General Electric Company (GE) has ousted chief executive officer (CEO) John Flannery after little more than a year at the helm of the flagging firm. He will be replaced at the top by board member Larry Culp who has a monumental task on his hands if the company wants to get close to its 2018 profit forecast.
The leadership change comes just months after GE announced it was looking for ways to shed its ever-deteriorating insurance business. The firm sold most of its insurance business to Genworth Financial in 2004, but since has struggled with its remaining run-off business.
In January, GE announced that its remaining insurance portfolio had around 300,000 policies that needed $15 billion in reserves to cover potential payouts - about $50,000 per policy. According to Reuters, many of GE’s insurance liabilities revolve around its long-term care (LTC) insurance policies because premiums have been unable to match soaring healthcare costs and extended life expectancy in the US.

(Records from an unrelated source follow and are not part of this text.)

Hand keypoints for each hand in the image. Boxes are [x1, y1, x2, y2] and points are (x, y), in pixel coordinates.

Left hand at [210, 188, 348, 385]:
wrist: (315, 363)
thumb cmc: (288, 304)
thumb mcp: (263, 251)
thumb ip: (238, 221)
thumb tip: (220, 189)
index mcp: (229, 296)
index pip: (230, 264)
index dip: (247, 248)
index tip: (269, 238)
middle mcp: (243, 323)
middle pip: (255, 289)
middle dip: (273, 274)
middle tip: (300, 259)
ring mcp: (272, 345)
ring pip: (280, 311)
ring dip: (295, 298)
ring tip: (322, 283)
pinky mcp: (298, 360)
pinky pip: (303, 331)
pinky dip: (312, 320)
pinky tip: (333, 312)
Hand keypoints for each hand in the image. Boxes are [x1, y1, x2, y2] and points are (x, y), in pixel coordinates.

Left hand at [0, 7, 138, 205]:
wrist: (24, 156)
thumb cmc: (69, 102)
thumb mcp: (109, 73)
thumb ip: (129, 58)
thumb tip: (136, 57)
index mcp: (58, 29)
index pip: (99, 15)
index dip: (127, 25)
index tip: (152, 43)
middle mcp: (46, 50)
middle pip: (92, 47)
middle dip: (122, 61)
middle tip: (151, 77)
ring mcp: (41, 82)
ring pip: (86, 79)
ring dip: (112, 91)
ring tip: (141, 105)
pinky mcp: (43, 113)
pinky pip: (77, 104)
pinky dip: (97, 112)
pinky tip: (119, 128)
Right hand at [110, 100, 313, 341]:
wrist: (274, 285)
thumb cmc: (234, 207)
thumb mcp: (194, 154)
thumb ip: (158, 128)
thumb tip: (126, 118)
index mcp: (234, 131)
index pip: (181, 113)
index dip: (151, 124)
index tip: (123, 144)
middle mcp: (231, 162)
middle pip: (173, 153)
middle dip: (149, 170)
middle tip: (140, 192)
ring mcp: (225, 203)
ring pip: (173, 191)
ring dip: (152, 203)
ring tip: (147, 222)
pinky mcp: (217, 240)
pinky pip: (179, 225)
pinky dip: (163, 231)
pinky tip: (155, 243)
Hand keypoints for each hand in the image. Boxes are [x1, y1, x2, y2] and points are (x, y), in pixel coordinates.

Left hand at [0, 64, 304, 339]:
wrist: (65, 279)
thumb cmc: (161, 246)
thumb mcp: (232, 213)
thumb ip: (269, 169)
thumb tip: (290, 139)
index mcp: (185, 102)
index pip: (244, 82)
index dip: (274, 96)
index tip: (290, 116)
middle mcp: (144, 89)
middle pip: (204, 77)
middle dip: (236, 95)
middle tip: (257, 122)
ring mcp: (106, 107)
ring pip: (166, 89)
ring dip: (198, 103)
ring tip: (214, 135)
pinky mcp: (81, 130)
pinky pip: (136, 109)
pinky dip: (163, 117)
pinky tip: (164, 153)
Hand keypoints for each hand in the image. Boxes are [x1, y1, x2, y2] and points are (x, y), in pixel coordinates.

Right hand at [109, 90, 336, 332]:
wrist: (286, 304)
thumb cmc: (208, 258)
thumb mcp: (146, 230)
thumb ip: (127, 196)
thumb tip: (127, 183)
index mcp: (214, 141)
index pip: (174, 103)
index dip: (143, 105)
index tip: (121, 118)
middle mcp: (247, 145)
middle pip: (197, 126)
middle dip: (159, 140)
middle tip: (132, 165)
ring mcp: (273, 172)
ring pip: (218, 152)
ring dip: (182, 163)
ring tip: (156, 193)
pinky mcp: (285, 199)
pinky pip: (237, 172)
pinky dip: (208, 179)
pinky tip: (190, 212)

Shareholders are unhappy with the firm, highlighted by the 35% shares crash so far this year and the staggering 45% dip in 2017 due to cash-flow shortages and weak sales. Some shareholders accused GE of hiding mounting insurance liabilities (which stood at $38 billion at the end of 2017) and concealing information about a US Securities and Exchange Commission (SEC) probe into the company’s insurance business.
As CEO, Flannery has been unable to stanch bleeding at GE and repair the firm’s tainted name. Bloomberg reported that the iconic corporation was worth just under $100 billion as of the close September 28, with its stock at around $11. It’s a long road ahead for Larry Culp.